→ **AVAILABLE RECORDS**:
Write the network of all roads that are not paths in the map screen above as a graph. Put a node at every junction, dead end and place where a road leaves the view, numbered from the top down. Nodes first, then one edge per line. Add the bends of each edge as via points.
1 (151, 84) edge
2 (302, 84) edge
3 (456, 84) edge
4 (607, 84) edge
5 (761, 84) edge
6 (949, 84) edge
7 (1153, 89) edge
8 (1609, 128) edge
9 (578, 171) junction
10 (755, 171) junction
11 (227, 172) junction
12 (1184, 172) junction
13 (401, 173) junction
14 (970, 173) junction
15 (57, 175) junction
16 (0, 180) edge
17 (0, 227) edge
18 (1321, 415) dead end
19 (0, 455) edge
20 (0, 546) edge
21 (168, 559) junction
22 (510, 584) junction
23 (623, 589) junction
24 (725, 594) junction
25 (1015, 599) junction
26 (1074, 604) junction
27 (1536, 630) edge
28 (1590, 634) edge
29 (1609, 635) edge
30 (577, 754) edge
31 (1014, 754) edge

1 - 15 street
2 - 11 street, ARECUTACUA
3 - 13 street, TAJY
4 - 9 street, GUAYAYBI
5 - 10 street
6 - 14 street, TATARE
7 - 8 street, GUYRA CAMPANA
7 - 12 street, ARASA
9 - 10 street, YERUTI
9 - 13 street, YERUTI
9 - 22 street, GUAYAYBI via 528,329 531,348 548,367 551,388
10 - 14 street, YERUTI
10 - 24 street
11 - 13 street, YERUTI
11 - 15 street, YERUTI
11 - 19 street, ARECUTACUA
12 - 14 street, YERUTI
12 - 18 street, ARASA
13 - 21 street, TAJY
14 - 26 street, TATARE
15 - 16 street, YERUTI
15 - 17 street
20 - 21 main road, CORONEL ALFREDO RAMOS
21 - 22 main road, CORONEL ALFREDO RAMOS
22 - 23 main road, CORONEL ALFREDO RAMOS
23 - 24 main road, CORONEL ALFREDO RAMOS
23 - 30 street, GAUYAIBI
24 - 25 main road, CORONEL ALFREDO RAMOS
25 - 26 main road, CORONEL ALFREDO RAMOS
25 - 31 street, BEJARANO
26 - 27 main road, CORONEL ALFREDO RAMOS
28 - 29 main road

→ **PROBLEM TO SOLVE**:
Work through the records line by line and tally those holding "YERUTI". Reply with the number alone.

→ **FINAL ANSWER**:
7